A series of papers are being prepared to
document details of the CWRF formulations and skills in weather forecasts and
climate predictions. The first of the series depicts the construction and
implementation of surface boundary conditions, where the CWRF concept and its
major modules representing surface-atmosphere interactions are briefly
described (Liang et al. 2004b). The latest updates are being currently carried out to further
improve surface-atmosphere [2] and convection-cloud-radiation [3] interactions,
and will be completed before the proposed project starts. Most relevant
to this proposed research is the land surface representation, which is
described in more detail below.
We have
so far conducted various sensitivity and validation experiments of the initial CWRF
(without the latest updates) for the 1993 U.S. Midwest flood case, where the
LBCs were constructed from the NCEP-DOE AMIP-II reanalysis (Kanamitsu et al.
2002). The grahic, left,
compares CWRF simulated regional mean rainfall daily variations during May
2-July 31, with observations and CMM5 outputs. For the
Midwest
major flood area, the CMM5 reproduces different climate regimes, where observed
rainfall was identified with the periodic (5-day) passage of mid-latitude
cyclones in June and persistent synoptic circulations in July. The CWRF
realistically simulates the June variations, but has less skill in July with
insufficient rainfall between days 4-18
.
This deficiency likely results from incomplete representation of regional water
recycling processes, which is anticipated to be largely eliminated by the
latest updates.
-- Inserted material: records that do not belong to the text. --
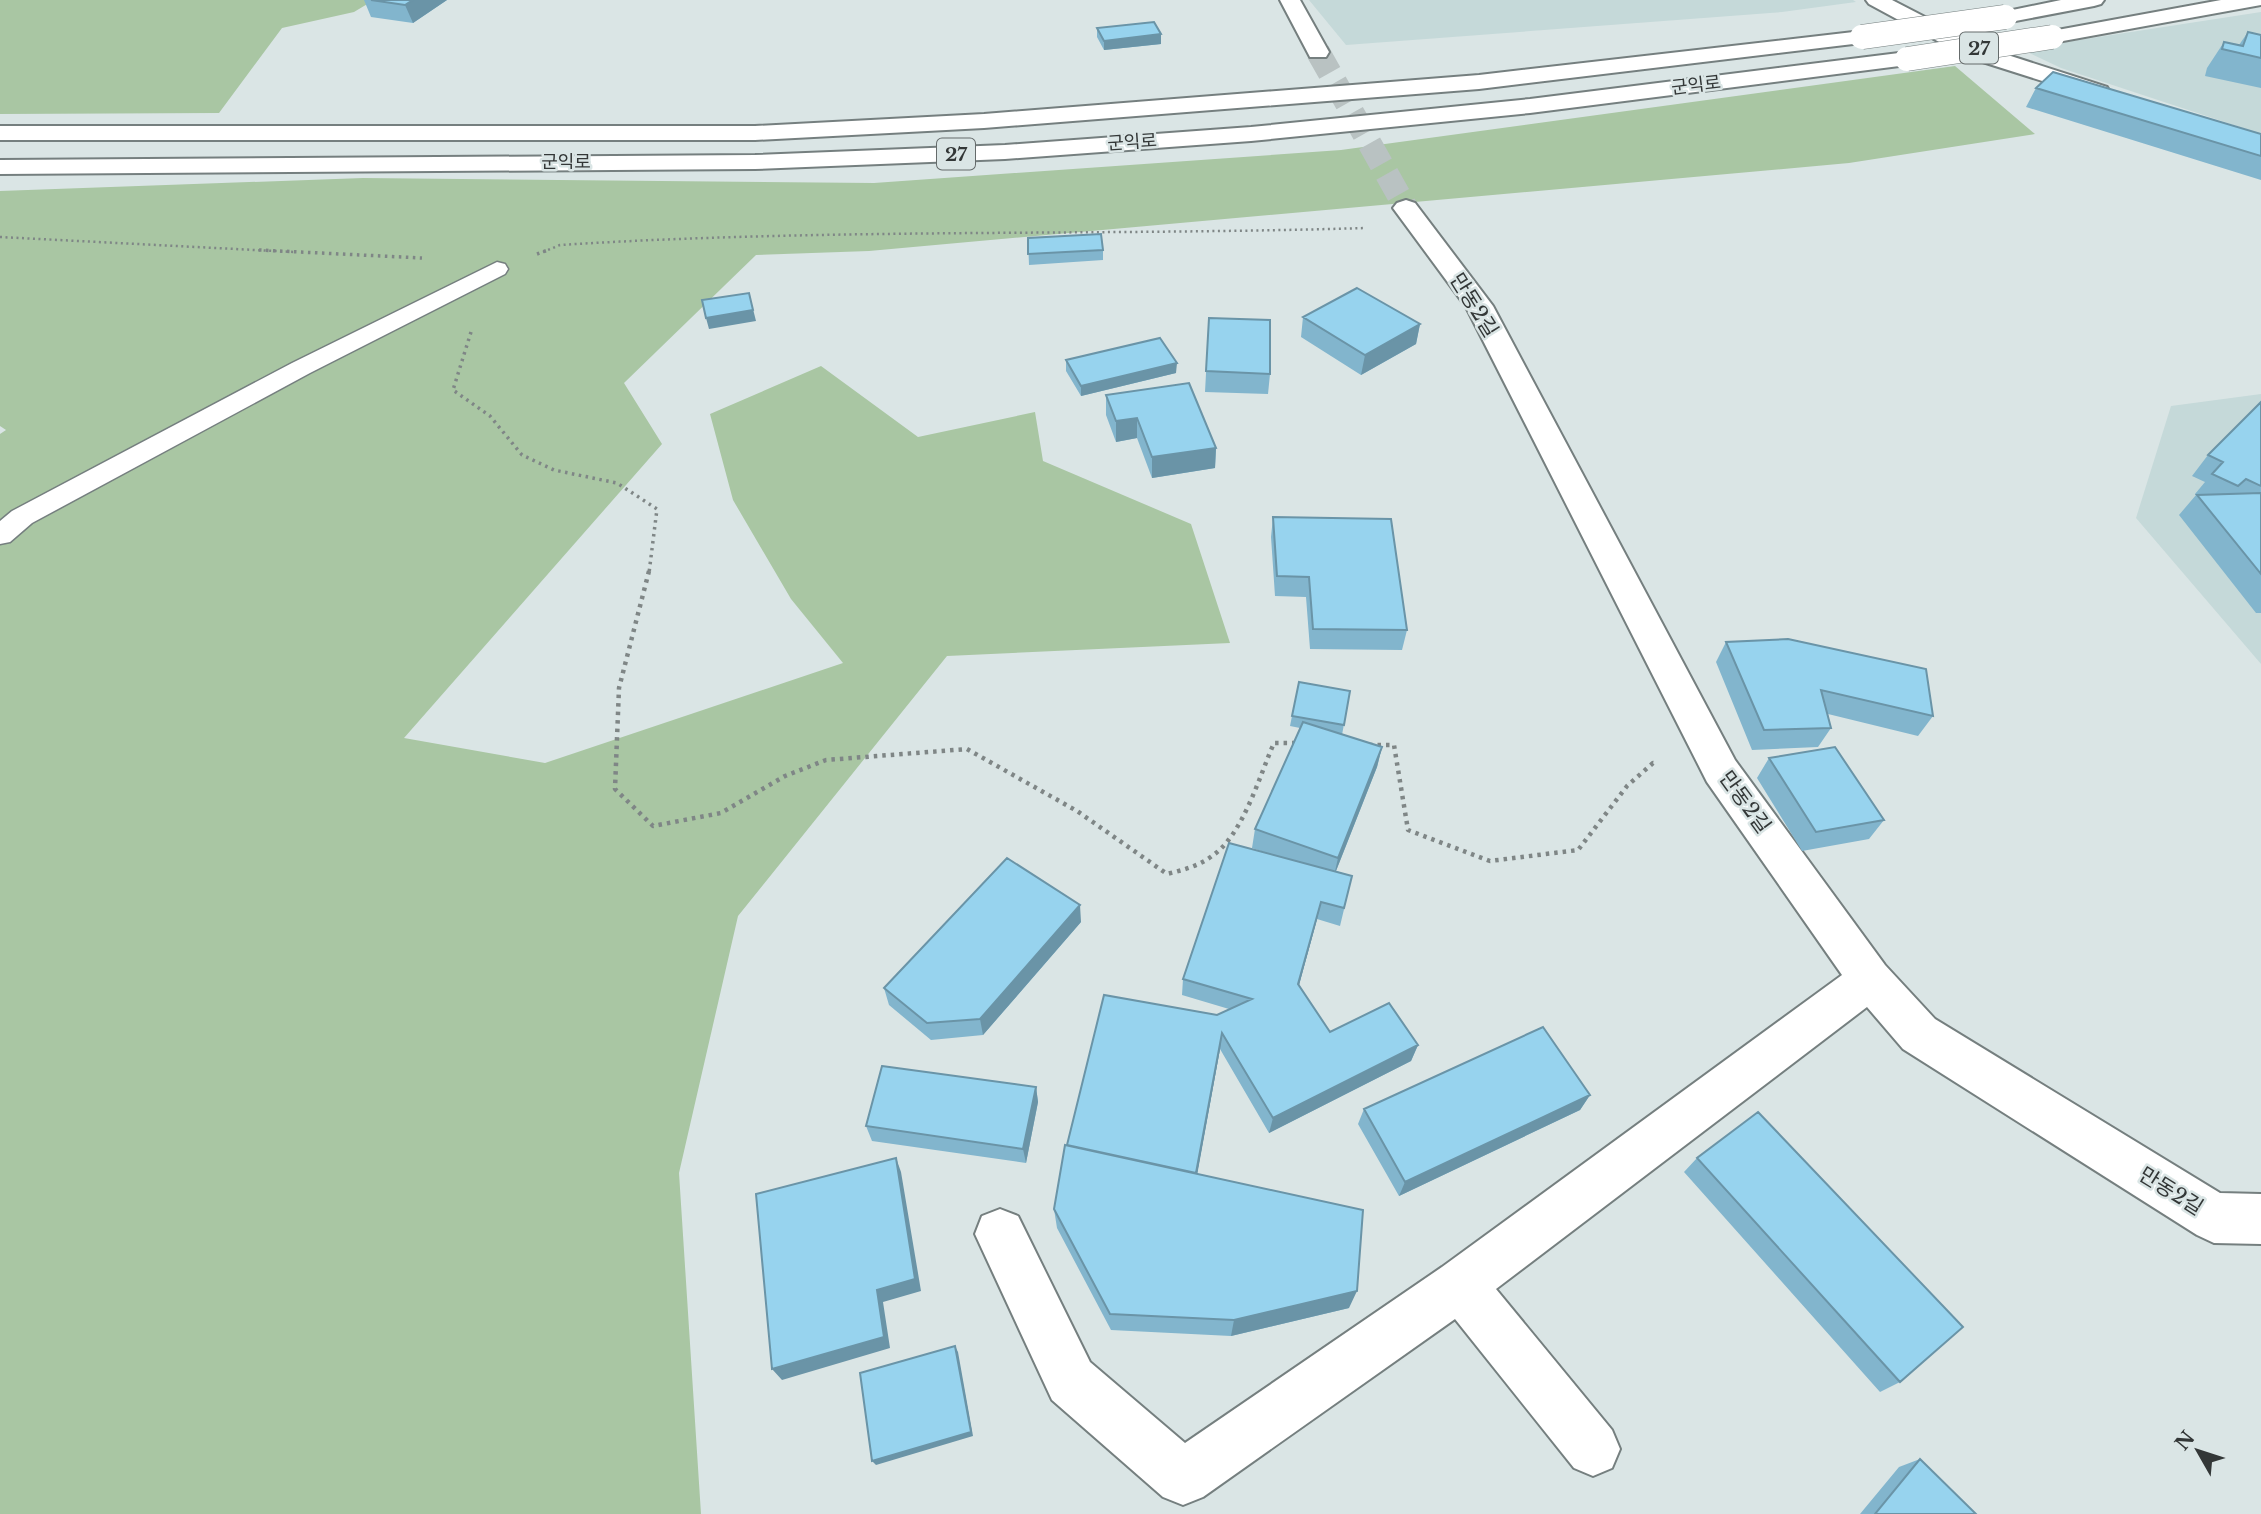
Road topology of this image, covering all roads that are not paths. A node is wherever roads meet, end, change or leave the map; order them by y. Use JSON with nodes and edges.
{"nodes":[{"id":1,"x":1290,"y":0,"type":"edge"},
{"id":2,"x":1876,"y":0,"type":"edge"},
{"id":3,"x":2094,"y":0,"type":"edge"},
{"id":4,"x":2255,"y":0,"type":"edge"},
{"id":5,"x":1318,"y":52,"type":"tunnel mouth"},
{"id":6,"x":2116,"y":97,"type":"edge"},
{"id":7,"x":0,"y":133,"type":"edge"},
{"id":8,"x":0,"y":166,"type":"edge"},
{"id":9,"x":1413,"y":217,"type":"tunnel mouth"},
{"id":10,"x":497,"y":269,"type":"road end"},
{"id":11,"x":0,"y":535,"type":"edge"},
{"id":12,"x":1870,"y":979,"type":"junction"},
{"id":13,"x":2261,"y":1219,"type":"edge"},
{"id":14,"x":1000,"y":1234,"type":"dead end"},
{"id":15,"x":1460,"y":1285,"type":"junction"},
{"id":16,"x":1593,"y":1449,"type":"dead end"}],
"edges":[{"from":1,"to":5,"type":"main road"},
{"from":2,"to":6,"type":"main road"},
{"from":3,"to":7,"type":"main road","name":"군익로","number":"27","bridge":true},
{"from":4,"to":8,"type":"main road","name":"군익로","number":"27","bridge":true},
{"from":9,"to":12,"type":"main road","name":"만동2길"},
{"from":10,"to":11,"type":"lane"},
{"from":12,"to":13,"type":"main road","name":"만동2길"},
{"from":12,"to":15,"type":"main road"},
{"from":14,"to":15,"type":"main road"},
{"from":15,"to":16,"type":"main road"}]}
In particular, the incorporation of more realistic
surface boundary conditions (Liang et al. 2004b), including new surface albedo
parameterization, bedrock depth, soil and vegetation properties, will
significantly improve regional climate simulations.
On the other hand, both CWRF and CMM5 produce an excellent simulation of
observed rainfall variations during the whole period over Cascade, where the
orographic effect dominates. Over the U.S. Northeast, the observed
temporal evolution is generally well simulated by both RCMs, with somewhat
overestimated (underestimated) rainfall intensity in CWRF (CMM5).
Note that the rainfall associated with the
North American summer monsoon over Mexico is totally missed in the CMM5,
while the geographic distributions and daily variations are very realistically
reproduced by the CWRF. The rainfall intensity seems to be overestimated in the
CWRF, though the observed data has a coarse resolution and large uncertainty.
RCM Mother Domain
The RCM mother domain, centered at (37.5°N, 95.5°W),
covers the entire continental U.S. and
adjacent oceans using the Lambert conformal map projection
with
a 30-km grid spacing. This domain has been fully tested (Liang et al.
2001) and extensively used in our ongoing research projects (Liang et al.
2004a, b). The RCM is driven by lateral boundary conditions (LBCs)
within four narrow buffer zones at the mother domain edges (Liang et al. 2001).
These LBCs are provided, at a coarse-resolution, by global reanalysis data for
validation/evaluation purposes or by GCM simulations for prediction/projection.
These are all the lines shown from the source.